黒鷹の面影が自分の中にあることの証明だから。
似てると言ってくれるのも、もう一人しかいないけれど。
「銀朱」
「……何だ」
「あんたが生きていてよかったと思う」
「……ふん。お互い様だ」
まだ、顔を赤く染めたままの銀朱に……確かに『幸福』を感じていた。
――幸せになりなさい。
……黒鷹。俺は不幸だと思ったことはない。
前はずっとお前がいたし、今は銀朱がいる。
――俺の目の届くところにいろ。
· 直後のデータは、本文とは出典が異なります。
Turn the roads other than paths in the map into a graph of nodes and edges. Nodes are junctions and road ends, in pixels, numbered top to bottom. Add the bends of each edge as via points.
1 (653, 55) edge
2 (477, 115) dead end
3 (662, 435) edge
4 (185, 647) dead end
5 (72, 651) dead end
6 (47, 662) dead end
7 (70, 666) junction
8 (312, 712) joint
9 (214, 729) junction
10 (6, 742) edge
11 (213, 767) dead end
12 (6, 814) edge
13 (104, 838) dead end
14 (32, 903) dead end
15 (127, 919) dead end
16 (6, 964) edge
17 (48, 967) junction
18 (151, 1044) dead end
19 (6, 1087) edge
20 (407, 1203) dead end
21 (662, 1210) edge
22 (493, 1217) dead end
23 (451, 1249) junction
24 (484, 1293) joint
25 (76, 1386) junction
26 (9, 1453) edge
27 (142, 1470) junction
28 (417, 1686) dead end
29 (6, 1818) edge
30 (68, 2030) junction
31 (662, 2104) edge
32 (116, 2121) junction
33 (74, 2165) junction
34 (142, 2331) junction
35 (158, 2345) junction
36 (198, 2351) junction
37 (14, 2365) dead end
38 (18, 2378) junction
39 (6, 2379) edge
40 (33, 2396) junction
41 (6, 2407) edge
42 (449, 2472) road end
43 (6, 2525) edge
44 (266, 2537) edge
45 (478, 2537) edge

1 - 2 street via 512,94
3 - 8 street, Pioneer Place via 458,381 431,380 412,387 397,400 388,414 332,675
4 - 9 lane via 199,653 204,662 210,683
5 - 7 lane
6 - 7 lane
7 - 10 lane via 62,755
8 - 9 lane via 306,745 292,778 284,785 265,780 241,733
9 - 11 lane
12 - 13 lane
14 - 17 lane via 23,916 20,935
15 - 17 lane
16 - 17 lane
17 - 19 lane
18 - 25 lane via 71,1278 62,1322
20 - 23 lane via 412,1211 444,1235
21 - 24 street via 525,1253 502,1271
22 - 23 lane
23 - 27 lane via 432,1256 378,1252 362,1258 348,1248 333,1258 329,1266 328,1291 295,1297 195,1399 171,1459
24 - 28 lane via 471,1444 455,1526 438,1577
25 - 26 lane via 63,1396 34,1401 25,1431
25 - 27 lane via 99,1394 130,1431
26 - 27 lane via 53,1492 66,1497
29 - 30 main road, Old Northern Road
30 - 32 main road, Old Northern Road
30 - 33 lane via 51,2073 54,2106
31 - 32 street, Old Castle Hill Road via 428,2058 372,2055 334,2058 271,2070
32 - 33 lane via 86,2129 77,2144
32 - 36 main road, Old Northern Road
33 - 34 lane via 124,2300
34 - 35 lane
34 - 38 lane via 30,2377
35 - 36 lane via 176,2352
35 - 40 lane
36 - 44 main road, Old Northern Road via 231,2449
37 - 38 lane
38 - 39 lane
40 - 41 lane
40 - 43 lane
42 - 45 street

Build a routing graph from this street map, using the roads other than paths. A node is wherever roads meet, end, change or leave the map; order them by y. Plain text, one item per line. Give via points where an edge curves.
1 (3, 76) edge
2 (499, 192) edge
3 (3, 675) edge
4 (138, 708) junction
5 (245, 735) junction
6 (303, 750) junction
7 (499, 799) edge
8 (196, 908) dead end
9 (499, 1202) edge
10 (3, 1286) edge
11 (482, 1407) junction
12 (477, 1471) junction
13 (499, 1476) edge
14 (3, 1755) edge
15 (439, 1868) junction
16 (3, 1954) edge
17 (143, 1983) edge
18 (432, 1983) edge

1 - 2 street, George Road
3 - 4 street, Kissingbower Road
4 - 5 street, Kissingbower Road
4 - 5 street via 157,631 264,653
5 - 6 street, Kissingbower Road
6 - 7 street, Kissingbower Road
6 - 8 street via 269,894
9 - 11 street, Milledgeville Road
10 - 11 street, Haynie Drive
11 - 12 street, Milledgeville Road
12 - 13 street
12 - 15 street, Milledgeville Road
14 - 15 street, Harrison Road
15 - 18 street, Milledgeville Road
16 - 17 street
最期まで見届けてやる。
『絶対』の約束なんてないのは、知っている。
そう、言ってくれるだけで十分だ。
可能な限り、共にいてくれると。
そういうことなのだから。
もう、失くしたりしない。
だから、感謝をしよう。
育ててくれた俺の鳥と、共に過ごす……相棒に。
この命が尽きる、その時まで。
***
ずっと笑わなかった君を見て、あの選択をしたのは間違いだったかと心が軋んだ。
でも、今は。
やっぱりあれで良かったと思うよ。……嫉妬しないわけじゃないけどね。
だけど、もう私には見守ることしか出来ないから。
君が微笑って過ごしていけるなら、それでいい。
縛られることのない、一度きりの生を謳歌したまえよ。
そうして、終焉の時が訪れたら、君を迎えに行こう。
もう私は必要ないと言われるかも知れないが、それならもう一度、君を振り向かせるまでの話だ。
あの若輩君に負けはしないよ。
それまでは、しばしのお別れだ。
私の愛し子よ。
……君の人生にどうか幸多からんことを。